La même année, un nouveau programme dans la ville de Mulugu, dans l'État du Telangana, a commencé à offrir un kilo de riz pour un kilo de plastique.
À Mysuru, dans l'État du Karnataka, un programme lancé en 2024 permet aux habitants d'échanger 500 g de plastique dans les cantines publiques contre un petit-déjeuner gratuit, ou 1 kg contre un repas gratuit, selon les médias locaux. Parallèlement, une campagne menée dans l'Uttar Pradesh distribue des serviettes hygiéniques aux femmes en échange de déchets plastiques.
Cependant, ces programmes n'ont pas toujours fonctionné sans heurts.
La ville de Delhi a également lancé en 2020 une initiative de collecte des déchets plastiques dans les cafés, qui comprenait plus de 20 établissements.
Mais les opérations s'y sont progressivement réduites, après avoir été confrontées à des défis tels que le manque de sensibilisation du public, les pratiques de tri des déchets insuffisantes et le soutien insuffisant à l'infrastructure de recyclage, ont déclaré plusieurs cafés de Delhi à la BBC.

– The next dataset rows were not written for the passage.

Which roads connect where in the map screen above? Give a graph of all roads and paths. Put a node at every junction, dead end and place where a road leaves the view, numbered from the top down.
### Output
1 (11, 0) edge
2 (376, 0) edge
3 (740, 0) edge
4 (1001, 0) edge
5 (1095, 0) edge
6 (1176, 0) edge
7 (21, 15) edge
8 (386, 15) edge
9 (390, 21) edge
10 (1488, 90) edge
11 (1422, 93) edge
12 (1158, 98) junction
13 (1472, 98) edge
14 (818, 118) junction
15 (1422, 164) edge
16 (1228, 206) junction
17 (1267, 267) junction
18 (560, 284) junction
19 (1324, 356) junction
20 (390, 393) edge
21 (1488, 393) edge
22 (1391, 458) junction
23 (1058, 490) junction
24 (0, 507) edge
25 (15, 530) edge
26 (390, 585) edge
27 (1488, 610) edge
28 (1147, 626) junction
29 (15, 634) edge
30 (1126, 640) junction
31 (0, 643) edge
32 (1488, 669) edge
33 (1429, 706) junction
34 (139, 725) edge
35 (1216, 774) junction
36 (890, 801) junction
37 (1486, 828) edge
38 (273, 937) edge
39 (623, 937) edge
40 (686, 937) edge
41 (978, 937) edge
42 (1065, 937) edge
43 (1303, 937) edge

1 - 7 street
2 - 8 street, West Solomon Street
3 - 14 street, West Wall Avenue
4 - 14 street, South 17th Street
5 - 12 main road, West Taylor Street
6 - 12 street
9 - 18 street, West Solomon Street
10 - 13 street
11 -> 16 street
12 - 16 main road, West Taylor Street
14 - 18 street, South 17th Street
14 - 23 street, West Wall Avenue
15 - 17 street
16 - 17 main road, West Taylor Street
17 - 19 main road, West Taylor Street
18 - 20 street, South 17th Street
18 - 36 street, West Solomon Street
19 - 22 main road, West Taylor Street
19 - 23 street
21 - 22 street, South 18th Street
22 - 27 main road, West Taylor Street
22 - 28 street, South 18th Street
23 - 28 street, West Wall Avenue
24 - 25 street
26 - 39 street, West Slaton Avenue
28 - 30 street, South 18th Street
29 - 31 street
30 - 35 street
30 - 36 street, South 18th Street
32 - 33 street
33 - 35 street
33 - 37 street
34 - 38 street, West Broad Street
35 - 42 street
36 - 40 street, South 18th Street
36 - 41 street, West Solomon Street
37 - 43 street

M. Saini suggère que le moindre enthousiasme pour les cafés à déchets à Delhi pourrait s'expliquer par le fait qu'il y a moins de personnes à faibles revenus qu'à Ambikapur.

Crédit photo, Getty Images
"Nous avons besoin de changements plus profonds"
En dehors de l'Inde, le Cambodge a adopté des programmes similaires pour tenter de lutter simultanément contre la pollution plastique et la faim. Par exemple, dans les communautés flottantes autour du lac Tonlé Sap, envahi par le plastique, les habitants peuvent échanger les déchets plastiques collectés contre du riz.
M. Pathak affirme que les initiatives de collecte des déchets telles que celles mises en place à Ambikapur peuvent également contribuer à sensibiliser la population aux conséquences négatives des déchets plastiques.
Toutefois, il conclut que le gouvernement devrait fournir davantage de données afin d'aider d'autres villes à évaluer si l'approche des cafés à déchets leur convient.
Et si les programmes de collecte des déchets plastiques ont eu un impact, ils ne parviennent pas à résoudre des problèmes tels que la surproduction de plastique, les plastiques non recyclables et le manque de tri adéquat des déchets dans la plupart des foyers indiens, ajoute M. Pathak : "il s'agit plutôt d'une solution rapide qui traite les problèmes superficiels plutôt que les causes profondes du problème du plastique."
Néanmoins, affirme-t-il, ces efforts sont utiles. Ils sensibilisent les gens au problème et montrent que les solutions locales peuvent avoir un impact. "C'est un bon début, mais nous avons également besoin de changements plus profonds".